▸ REQUIREMENT
Work through the data below and copy out every line where "Reply" is found.
[[ RECORDS FOR THE EXERCISE open ]]
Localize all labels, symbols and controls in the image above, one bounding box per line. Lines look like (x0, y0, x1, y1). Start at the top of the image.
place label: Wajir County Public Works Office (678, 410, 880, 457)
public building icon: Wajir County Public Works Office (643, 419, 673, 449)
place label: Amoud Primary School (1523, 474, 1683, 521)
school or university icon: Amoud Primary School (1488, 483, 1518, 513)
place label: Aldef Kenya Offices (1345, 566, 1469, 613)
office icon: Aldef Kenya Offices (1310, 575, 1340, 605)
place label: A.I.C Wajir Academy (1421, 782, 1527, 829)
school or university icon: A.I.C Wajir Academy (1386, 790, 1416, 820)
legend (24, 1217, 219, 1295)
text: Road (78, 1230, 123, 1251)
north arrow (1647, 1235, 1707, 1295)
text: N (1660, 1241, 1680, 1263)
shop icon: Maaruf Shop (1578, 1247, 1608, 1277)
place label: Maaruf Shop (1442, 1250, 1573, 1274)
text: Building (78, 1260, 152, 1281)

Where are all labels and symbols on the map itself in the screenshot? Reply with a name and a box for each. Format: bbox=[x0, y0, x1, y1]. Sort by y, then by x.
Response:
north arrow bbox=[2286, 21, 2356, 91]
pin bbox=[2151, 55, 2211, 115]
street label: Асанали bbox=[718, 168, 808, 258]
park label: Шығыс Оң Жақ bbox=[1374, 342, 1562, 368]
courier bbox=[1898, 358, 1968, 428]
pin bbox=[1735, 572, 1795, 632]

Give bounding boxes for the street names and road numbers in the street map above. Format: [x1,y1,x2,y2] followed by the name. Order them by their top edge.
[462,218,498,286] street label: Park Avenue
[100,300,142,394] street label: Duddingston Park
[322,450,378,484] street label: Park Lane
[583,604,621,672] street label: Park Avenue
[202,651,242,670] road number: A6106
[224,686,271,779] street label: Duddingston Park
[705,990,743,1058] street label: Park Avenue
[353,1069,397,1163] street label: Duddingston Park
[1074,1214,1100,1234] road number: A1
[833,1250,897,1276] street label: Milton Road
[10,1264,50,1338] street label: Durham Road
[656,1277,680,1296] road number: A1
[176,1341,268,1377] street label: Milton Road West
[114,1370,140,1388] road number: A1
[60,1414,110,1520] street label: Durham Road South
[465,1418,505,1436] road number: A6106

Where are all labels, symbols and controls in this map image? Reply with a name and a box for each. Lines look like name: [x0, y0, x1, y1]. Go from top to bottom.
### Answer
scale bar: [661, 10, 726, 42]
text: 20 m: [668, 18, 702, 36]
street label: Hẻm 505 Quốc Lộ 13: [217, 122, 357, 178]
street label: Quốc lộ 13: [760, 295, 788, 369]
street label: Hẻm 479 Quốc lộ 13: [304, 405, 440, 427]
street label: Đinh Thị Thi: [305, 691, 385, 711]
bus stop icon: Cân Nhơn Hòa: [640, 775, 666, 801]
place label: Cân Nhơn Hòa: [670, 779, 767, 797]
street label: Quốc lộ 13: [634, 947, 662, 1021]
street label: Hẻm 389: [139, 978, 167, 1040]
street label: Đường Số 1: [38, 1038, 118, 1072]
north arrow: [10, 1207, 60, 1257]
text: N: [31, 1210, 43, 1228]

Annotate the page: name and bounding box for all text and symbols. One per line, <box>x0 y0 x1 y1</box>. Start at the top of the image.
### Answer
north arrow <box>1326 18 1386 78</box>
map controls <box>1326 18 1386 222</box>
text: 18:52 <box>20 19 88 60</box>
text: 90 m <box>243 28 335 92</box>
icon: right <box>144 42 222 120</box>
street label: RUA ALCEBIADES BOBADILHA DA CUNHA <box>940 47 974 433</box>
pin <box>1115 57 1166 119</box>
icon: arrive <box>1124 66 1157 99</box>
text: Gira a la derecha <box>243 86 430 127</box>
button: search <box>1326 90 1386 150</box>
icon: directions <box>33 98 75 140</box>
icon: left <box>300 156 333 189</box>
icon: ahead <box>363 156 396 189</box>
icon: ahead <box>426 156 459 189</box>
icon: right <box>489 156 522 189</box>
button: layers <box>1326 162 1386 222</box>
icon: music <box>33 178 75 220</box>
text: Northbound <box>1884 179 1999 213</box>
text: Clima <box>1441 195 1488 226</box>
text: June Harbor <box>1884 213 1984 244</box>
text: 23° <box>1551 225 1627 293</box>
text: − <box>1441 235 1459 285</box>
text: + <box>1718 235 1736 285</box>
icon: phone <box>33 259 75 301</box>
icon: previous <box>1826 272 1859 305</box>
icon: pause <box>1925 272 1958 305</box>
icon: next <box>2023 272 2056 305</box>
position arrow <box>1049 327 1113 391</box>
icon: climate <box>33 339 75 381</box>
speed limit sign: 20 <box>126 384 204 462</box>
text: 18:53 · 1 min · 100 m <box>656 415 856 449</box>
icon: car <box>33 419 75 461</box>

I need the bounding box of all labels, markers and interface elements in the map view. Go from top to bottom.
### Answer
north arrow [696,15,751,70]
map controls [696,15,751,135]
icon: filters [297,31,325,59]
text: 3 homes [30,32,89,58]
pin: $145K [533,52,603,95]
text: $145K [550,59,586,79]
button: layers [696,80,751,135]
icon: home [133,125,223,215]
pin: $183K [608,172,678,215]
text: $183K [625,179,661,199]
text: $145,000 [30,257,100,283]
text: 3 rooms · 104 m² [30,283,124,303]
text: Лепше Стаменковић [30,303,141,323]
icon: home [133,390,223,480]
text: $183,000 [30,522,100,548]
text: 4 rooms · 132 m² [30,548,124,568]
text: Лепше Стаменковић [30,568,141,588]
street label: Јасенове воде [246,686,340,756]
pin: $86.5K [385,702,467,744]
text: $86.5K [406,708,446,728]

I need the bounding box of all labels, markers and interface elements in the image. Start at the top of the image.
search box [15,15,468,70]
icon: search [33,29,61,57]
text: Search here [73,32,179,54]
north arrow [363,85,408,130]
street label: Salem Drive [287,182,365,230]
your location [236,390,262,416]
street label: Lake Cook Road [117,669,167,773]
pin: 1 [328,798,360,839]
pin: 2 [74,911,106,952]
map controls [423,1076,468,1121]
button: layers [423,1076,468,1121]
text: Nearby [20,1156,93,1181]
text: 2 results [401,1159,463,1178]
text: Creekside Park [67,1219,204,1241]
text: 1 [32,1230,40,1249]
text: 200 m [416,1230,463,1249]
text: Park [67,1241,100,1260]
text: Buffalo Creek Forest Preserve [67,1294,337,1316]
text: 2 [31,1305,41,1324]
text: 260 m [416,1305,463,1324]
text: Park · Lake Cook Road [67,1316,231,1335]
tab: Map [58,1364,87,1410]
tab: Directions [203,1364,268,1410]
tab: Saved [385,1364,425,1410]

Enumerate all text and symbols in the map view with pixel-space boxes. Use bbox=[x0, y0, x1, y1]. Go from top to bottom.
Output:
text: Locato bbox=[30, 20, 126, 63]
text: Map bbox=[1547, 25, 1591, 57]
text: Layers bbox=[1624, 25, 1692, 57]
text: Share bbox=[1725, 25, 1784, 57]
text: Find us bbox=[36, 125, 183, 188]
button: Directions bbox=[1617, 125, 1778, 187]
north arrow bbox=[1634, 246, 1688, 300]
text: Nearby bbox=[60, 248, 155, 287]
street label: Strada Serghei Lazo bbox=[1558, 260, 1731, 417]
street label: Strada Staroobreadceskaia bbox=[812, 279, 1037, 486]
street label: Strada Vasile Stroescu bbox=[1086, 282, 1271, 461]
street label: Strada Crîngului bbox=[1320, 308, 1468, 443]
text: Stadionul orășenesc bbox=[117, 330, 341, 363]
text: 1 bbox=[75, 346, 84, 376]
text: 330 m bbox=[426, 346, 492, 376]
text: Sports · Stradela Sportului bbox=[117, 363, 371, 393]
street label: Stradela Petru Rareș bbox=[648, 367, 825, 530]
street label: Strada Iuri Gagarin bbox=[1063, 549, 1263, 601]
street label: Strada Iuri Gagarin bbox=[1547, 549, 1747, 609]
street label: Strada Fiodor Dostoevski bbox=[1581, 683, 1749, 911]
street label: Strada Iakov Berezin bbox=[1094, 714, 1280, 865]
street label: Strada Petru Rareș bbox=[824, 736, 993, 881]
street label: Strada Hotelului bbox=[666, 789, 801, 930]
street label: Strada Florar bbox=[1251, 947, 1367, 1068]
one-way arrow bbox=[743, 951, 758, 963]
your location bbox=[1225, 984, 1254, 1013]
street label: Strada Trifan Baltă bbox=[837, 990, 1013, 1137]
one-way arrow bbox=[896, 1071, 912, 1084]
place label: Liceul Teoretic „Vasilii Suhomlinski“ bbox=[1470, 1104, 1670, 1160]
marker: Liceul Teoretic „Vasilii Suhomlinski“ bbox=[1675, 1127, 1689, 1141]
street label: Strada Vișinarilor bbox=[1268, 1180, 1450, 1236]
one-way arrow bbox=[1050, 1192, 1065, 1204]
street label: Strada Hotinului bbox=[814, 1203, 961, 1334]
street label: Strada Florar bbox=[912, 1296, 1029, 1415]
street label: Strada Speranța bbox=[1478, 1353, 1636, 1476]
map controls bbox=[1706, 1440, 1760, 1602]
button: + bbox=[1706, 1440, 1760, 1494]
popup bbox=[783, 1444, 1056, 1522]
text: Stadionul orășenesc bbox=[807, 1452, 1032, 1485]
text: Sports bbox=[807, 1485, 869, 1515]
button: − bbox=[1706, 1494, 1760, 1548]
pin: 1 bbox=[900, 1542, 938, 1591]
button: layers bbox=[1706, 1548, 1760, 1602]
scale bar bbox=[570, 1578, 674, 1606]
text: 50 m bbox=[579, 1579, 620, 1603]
[[ RECORDS FOR THE EXERCISE closed ]]
▸ RESPONSE TO THIS EXERCISE
Where are all labels and symbols on the map itself in the screenshot? Reply with a name and a box for each. Format: bbox=[x0, y0, x1, y1]. Sort by y, then by x.
Where are all labels, symbols and controls in this map image? Reply with a name and a box for each. Lines look like name: [x0, y0, x1, y1]. Go from top to bottom.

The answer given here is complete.